WHAT THE EXERCISE ASKS:
With pictures left out, write out exactly every line from the start of the data through the one that contains "cairo_push_group_with_content(cr, CAIRO_CONTENT_ALPHA);".

[[ GIVEN DATA open ]]

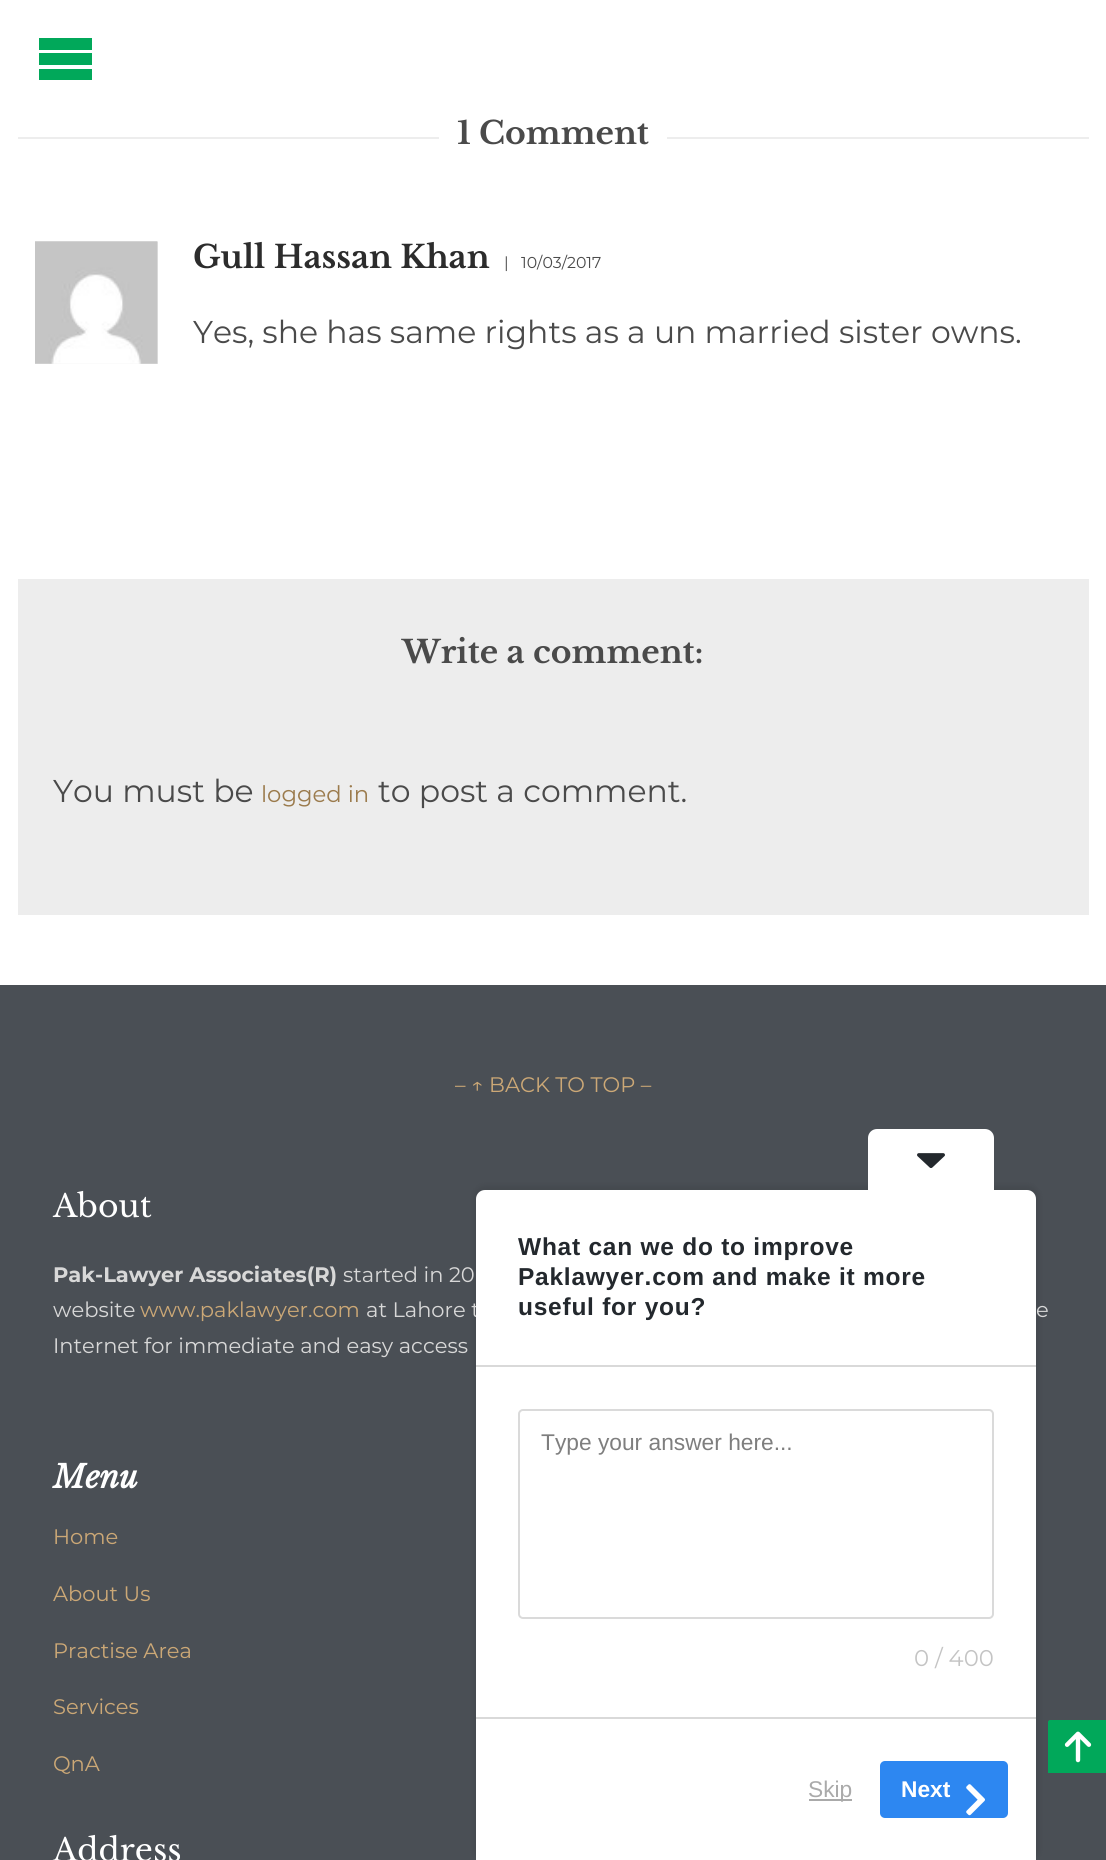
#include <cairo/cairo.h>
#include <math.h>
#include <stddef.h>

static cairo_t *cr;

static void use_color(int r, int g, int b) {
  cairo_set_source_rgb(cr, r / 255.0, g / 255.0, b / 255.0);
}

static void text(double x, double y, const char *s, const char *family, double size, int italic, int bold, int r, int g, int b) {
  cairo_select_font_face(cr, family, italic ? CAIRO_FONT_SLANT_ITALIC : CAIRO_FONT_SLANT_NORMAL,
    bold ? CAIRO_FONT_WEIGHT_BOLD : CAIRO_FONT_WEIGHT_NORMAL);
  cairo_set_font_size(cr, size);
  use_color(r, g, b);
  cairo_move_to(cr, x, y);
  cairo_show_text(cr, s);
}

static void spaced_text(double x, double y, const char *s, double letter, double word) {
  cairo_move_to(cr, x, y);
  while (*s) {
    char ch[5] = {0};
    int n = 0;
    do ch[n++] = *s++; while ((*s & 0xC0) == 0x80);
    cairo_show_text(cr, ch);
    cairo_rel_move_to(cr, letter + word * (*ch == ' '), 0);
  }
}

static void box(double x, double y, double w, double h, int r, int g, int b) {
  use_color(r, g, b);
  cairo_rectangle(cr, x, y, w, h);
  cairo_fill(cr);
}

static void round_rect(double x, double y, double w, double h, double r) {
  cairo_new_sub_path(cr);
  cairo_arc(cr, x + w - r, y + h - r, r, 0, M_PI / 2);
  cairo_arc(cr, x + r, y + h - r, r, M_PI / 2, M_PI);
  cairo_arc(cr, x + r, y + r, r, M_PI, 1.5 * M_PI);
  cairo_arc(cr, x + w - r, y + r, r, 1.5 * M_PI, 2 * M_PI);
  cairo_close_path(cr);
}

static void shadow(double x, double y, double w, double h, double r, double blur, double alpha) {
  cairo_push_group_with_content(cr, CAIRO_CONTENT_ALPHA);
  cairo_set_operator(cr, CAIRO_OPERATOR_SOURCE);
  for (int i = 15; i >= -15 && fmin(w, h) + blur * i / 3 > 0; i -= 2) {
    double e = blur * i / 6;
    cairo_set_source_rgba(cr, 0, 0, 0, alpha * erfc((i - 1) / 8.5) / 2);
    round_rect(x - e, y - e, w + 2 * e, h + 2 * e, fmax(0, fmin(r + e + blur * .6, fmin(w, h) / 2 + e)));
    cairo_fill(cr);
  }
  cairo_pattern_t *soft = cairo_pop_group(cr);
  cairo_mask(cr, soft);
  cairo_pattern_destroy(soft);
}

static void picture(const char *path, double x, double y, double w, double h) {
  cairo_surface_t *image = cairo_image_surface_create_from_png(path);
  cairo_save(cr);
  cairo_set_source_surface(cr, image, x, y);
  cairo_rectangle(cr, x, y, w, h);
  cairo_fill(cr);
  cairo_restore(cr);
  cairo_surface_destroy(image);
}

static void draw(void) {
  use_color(74, 79, 85);
  cairo_paint(cr);
  box(0, 0, 1106, 985, 255, 255, 255);
  use_color(1, 168, 90);
  cairo_new_path(cr);
  cairo_move_to(cr, 39, 38);
  cairo_line_to(cr, 92, 38);
  cairo_line_to(cr, 92, 50);
  cairo_line_to(cr, 39, 50);
  cairo_close_path(cr);
  cairo_move_to(cr, 39, 53);
  cairo_line_to(cr, 92, 53);
  cairo_line_to(cr, 92, 65);
  cairo_line_to(cr, 39, 65);
  cairo_close_path(cr);
  cairo_move_to(cr, 39, 69);
  cairo_line_to(cr, 92, 69);
  cairo_line_to(cr, 92, 80);
  cairo_line_to(cr, 39, 80);
  cairo_close_path(cr);
  cairo_fill(cr);
  box(18, 137, 421, 2, 237, 237, 237);
  box(667, 137, 422, 2, 237, 237, 237);
  box(35, 242, 123, 122, 237, 237, 237);
  picture("img_01.png", 35, 241, 123, 123);
  box(18, 579, 1071, 336, 237, 237, 237);
  use_color(1, 168, 90);
  cairo_new_path(cr);
  cairo_move_to(cr, 1050, 1720);
  cairo_line_to(cr, 1106, 1720);
  cairo_line_to(cr, 1106, 1773);
  cairo_line_to(cr, 1048, 1773);
  cairo_line_to(cr, 1048, 1722);
  cairo_curve_to(cr, 1048, 1721, 1049, 1720, 1050, 1720);
  cairo_close_path(cr);
  cairo_fill(cr);
  use_color(0, 0, 0);
  shadow(473, 1185, 567, 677, 12, 2.5, 0.07);
  use_color(255, 255, 255);
  cairo_new_path(cr);
  cairo_move_to(cr, 877, 1129);
  cairo_line_to(cr, 985, 1129);
  cairo_curve_to(cr, 990, 1129, 994, 1133, 994, 1138);
  cairo_line_to(cr, 994, 1190);
  cairo_line_to(cr, 868, 1190);
  cairo_line_to(cr, 868, 1138);
  cairo_curve_to(cr, 868, 1133, 872, 1129, 877, 1129);
  cairo_close_path(cr);
  cairo_fill(cr);
  picture("img_02.png", 917, 1153, 28, 15);
  picture("img_04.png", 1064, 1731, 28, 32);
  text(457, 144, "1 Comment", "Libre Baskerville", 31.5, 0, 1, 74, 74, 74);
  text(193, 268, "Gull Hassan Khan", "Libre Baskerville", 31.5, 0, 1, 44, 44, 44);
  text(504, 268, "|", "Montserrat", 15.75, 0, 0, 74, 74, 74);
  text(521, 268, "10/03/2017", "Montserrat", 15.75, 0, 0, 74, 74, 74);
  text(193, 343, "Yes, she has same rights as a un married sister owns.", "Montserrat", 31.5, 0, 0, 74, 74, 74);
  text(402, 663, "Write a comment:", "Libre Baskerville", 31.5, 0, 1, 74, 74, 74);
  text(53, 802, "You must be", "Montserrat", 31.5, 0, 0, 74, 74, 74);
  text(261, 802, "logged in", "Montserrat", 22.75, 0, 0, 155, 123, 77);
  text(378, 802, "to post a comment.", "Montserrat", 31.5, 0, 0, 74, 74, 74);
  text(455, 1092, "– ↑ BACK TO TOP –", "Montserrat", 21, 0, 0, 204, 168, 118);
  text(53, 1217, "About", "Libre Baskerville", 31.5, 0, 0, 255, 255, 255);
  text(53, 1282, "Pak-Lawyer Associates(R)", "Montserrat", 21, 0, 1, 216, 216, 216);
  text(343, 1282, "started in 20", "Montserrat", 21, 0, 0, 216, 216, 216);
  text(53, 1317, "website", "Montserrat", 21, 0, 0, 216, 216, 216);
  text(140, 1317, "www.paklawyer.com", "Montserrat", 21, 0, 0, 204, 168, 118);
  text(366, 1317, "at Lahore t", "Montserrat", 21, 0, 0, 216, 216, 216);
  text(1036, 1317, "e", "Montserrat", 21, 0, 0, 216, 216, 216);
  text(53, 1353, "Internet for immediate and easy access", "Montserrat", 21, 0, 0, 216, 216, 216);
  text(53, 1488, "Menu", "Libre Baskerville", 31.5, 1, 1, 255, 255, 255);
  text(53, 1544, "Home", "Montserrat", 21, 0, 0, 204, 168, 118);
  text(53, 1601, "About Us", "Montserrat", 21, 0, 0, 204, 168, 118);
  text(53, 1658, "Practise Area", "Montserrat", 21, 0, 0, 204, 168, 118);
  text(53, 1714, "Services", "Montserrat", 21, 0, 0, 204, 168, 118);
  text(53, 1771, "QnA", "Montserrat", 21, 0, 0, 204, 168, 118);
  text(53, 1861, "Address", "Libre Baskerville", 31.5, 0, 0, 255, 255, 255);
  cairo_new_path(cr);
  cairo_move_to(cr, 485, 1190);
  cairo_line_to(cr, 1027, 1190);
  cairo_curve_to(cr, 1032, 1190, 1036, 1194, 1036, 1199);
  cairo_line_to(cr, 1036, 1860);
  cairo_line_to(cr, 476, 1860);
  cairo_line_to(cr, 476, 1199);
  cairo_curve_to(cr, 476, 1194, 480, 1190, 485, 1190);
  cairo_close_path(cr);
  cairo_fill(cr);
  cairo_select_font_face(cr, "Liberation Sans", CAIRO_FONT_SLANT_NORMAL, CAIRO_FONT_WEIGHT_BOLD);
  cairo_set_font_size(cr, 24.5);
  use_color(35, 40, 45);
  spaced_text(518, 1255, "What can we do to improve", 0.75, 0);
  spaced_text(518, 1285, "Paklawyer.com and make it more", 0.75, 0);
  spaced_text(518, 1315, "useful for you?", 0.75, 0);
  box(476, 1365, 560, 2, 217, 217, 217);
  box(476, 1717, 560, 2, 217, 217, 217);
  round_rect(519, 1410, 474, 208, 4);
  use_color(218, 218, 218);
  cairo_stroke(cr);
  text(541, 1450, "Type your answer here...", "Liberation Sans", 22.75, 0, 0, 126, 126, 126);
  text(914, 1666, "0 / 400", "Montserrat", 22.75, 0, 0, 196, 196, 196);
  box(809, 1799, 43, 2, 170, 170, 170);
  text(808, 1797, "Skip", "Liberation Sans", 22.75, 0, 0, 170, 170, 170);
  use_color(45, 135, 241);
  round_rect(880, 1761, 128, 57, 5);
  cairo_fill(cr);
  text(901, 1797, "Next", "Liberation Sans", 22.75, 0, 1, 255, 255, 255);
  picture("img_03.png", 966, 1784, 19, 32);
}

int main(void) {
  cairo_surface_t *surface = cairo_image_surface_create(CAIRO_FORMAT_RGB24, 1106, 1860);
  cr = cairo_create(surface);
  cairo_font_options_t *options = cairo_font_options_create();
  cairo_font_options_set_hint_metrics(options, CAIRO_HINT_METRICS_OFF);
  cairo_font_options_set_hint_style(options, CAIRO_HINT_STYLE_NONE);
  cairo_set_font_options(cr, options);
  cairo_set_miter_limit(cr, 4);
  draw();
  cairo_surface_write_to_png(surface, "out.png");
  cairo_font_options_destroy(options);
  cairo_destroy(cr);
  cairo_surface_destroy(surface);
  return 0;
}
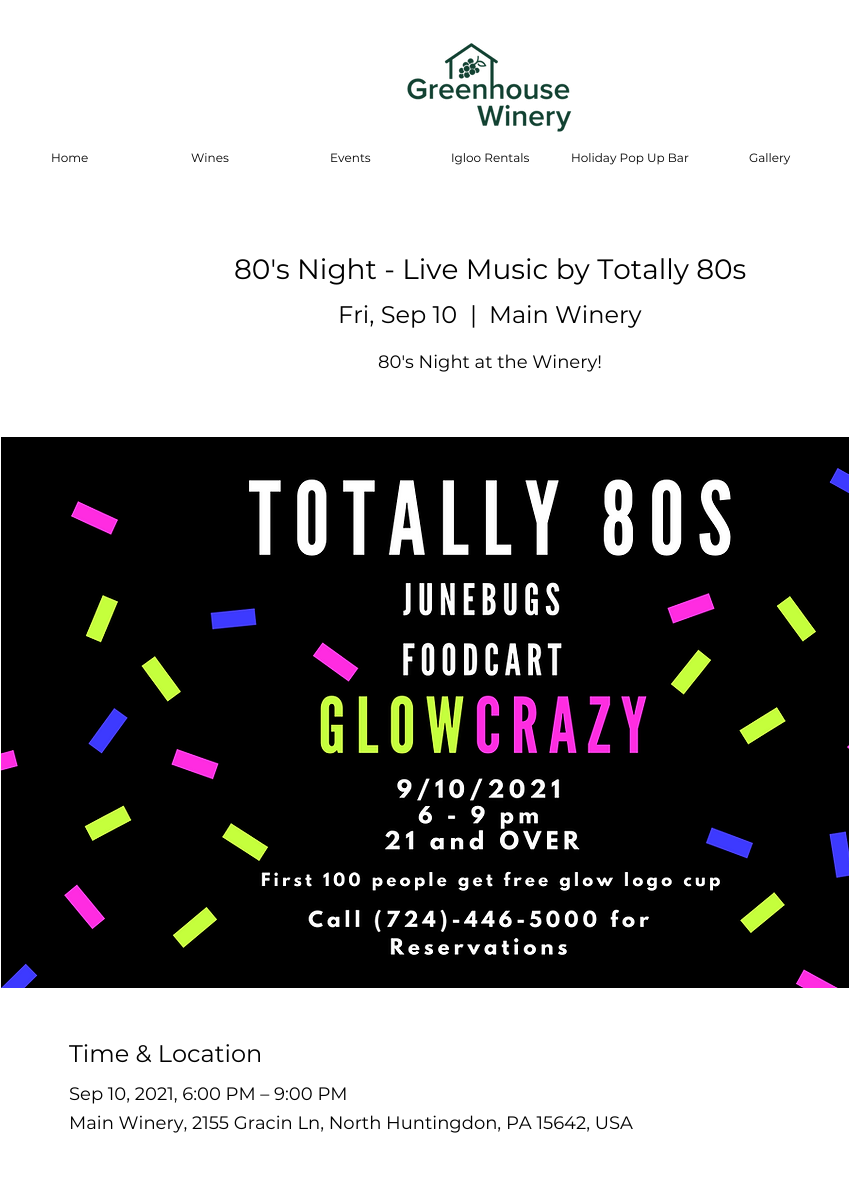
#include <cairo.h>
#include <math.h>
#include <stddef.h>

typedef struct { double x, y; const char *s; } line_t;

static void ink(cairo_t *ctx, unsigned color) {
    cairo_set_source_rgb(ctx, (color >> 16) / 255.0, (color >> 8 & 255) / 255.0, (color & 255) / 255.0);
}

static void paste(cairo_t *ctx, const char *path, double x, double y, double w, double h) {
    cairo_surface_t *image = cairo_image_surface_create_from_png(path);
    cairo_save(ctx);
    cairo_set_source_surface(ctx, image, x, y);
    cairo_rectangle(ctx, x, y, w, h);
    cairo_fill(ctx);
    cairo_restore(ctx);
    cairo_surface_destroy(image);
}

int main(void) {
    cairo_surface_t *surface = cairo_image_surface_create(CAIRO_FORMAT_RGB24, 849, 1185);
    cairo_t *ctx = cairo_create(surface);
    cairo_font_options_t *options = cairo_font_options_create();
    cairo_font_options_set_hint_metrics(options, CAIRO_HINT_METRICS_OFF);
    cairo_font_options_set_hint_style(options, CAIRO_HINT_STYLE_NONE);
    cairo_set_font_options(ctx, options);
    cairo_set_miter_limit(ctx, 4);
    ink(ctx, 0xFFFFFF);
    cairo_paint(ctx);
    paste(ctx, "media/1.png", 407, 43, 165, 89);
    cairo_select_font_face(ctx, "Montserrat", CAIRO_FONT_SLANT_NORMAL, CAIRO_FONT_WEIGHT_NORMAL);
    cairo_set_font_size(ctx, 12);
    ink(ctx, 0x000000);
    {
        static const line_t items[] = {
            {51, 162, "Home"},
            {191, 162, "Wines"},
            {330, 162, "Events"},
            {451, 162, "Igloo Rentals"},
            {571, 162, "Holiday Pop Up Bar"},
            {749, 162, "Gallery"},
        };
        for (size_t i = 0; i < sizeof items / sizeof *items; i++) {
            cairo_move_to(ctx, items[i].x, items[i].y);
            cairo_show_text(ctx, items[i].s);
        }
    }
    cairo_set_font_size(ctx, 28);
    cairo_move_to(ctx, 234, 279);
    cairo_show_text(ctx, "80's Night - Live Music by Totally 80s");
    cairo_set_font_size(ctx, 24);
    {
        static const line_t items[] = {
            {338, 323, "Fri, Sep 10"},
            {470, 323, "|"},
            {489, 323, "Main Winery"},
        };
        for (size_t i = 0; i < sizeof items / sizeof *items; i++) {
            cairo_move_to(ctx, items[i].x, items[i].y);
            cairo_show_text(ctx, items[i].s);
        }
    }
    cairo_set_font_size(ctx, 18);
    cairo_move_to(ctx, 378, 368);
    cairo_show_text(ctx, "80's Night at the Winery!");
    paste(ctx, "media/2.png", 1, 437, 848, 551);
    cairo_set_font_size(ctx, 24);
    cairo_move_to(ctx, 69, 1062);
    cairo_show_text(ctx, "Time & Location");
    cairo_set_font_size(ctx, 18);
    cairo_move_to(ctx, 69, 1100);
    cairo_show_text(ctx, "Sep 10, 2021, 6:00 PM – 9:00 PM");
    cairo_move_to(ctx, 69, 1129);
    cairo_show_text(ctx, "Main Winery, 2155 Gracin Ln, North Huntingdon, PA 15642, USA");
    cairo_surface_write_to_png(surface, "image.png");
    cairo_font_options_destroy(options);
    cairo_destroy(ctx);
    cairo_surface_destroy(surface);
    return 0;
}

[[ GIVEN DATA closed ]]

COMPLETED EXERCISE:
#include <cairo/cairo.h>
#include <math.h>
#include <stddef.h>

static cairo_t *cr;

static void use_color(int r, int g, int b) {
  cairo_set_source_rgb(cr, r / 255.0, g / 255.0, b / 255.0);
}

static void text(double x, double y, const char *s, const char *family, double size, int italic, int bold, int r, int g, int b) {
  cairo_select_font_face(cr, family, italic ? CAIRO_FONT_SLANT_ITALIC : CAIRO_FONT_SLANT_NORMAL,
    bold ? CAIRO_FONT_WEIGHT_BOLD : CAIRO_FONT_WEIGHT_NORMAL);
  cairo_set_font_size(cr, size);
  use_color(r, g, b);
  cairo_move_to(cr, x, y);
  cairo_show_text(cr, s);
}

static void spaced_text(double x, double y, const char *s, double letter, double word) {
  cairo_move_to(cr, x, y);
  while (*s) {
    char ch[5] = {0};
    int n = 0;
    do ch[n++] = *s++; while ((*s & 0xC0) == 0x80);
    cairo_show_text(cr, ch);
    cairo_rel_move_to(cr, letter + word * (*ch == ' '), 0);
  }
}

static void box(double x, double y, double w, double h, int r, int g, int b) {
  use_color(r, g, b);
  cairo_rectangle(cr, x, y, w, h);
  cairo_fill(cr);
}

static void round_rect(double x, double y, double w, double h, double r) {
  cairo_new_sub_path(cr);
  cairo_arc(cr, x + w - r, y + h - r, r, 0, M_PI / 2);
  cairo_arc(cr, x + r, y + h - r, r, M_PI / 2, M_PI);
  cairo_arc(cr, x + r, y + r, r, M_PI, 1.5 * M_PI);
  cairo_arc(cr, x + w - r, y + r, r, 1.5 * M_PI, 2 * M_PI);
  cairo_close_path(cr);
}

static void shadow(double x, double y, double w, double h, double r, double blur, double alpha) {
  cairo_push_group_with_content(cr, CAIRO_CONTENT_ALPHA);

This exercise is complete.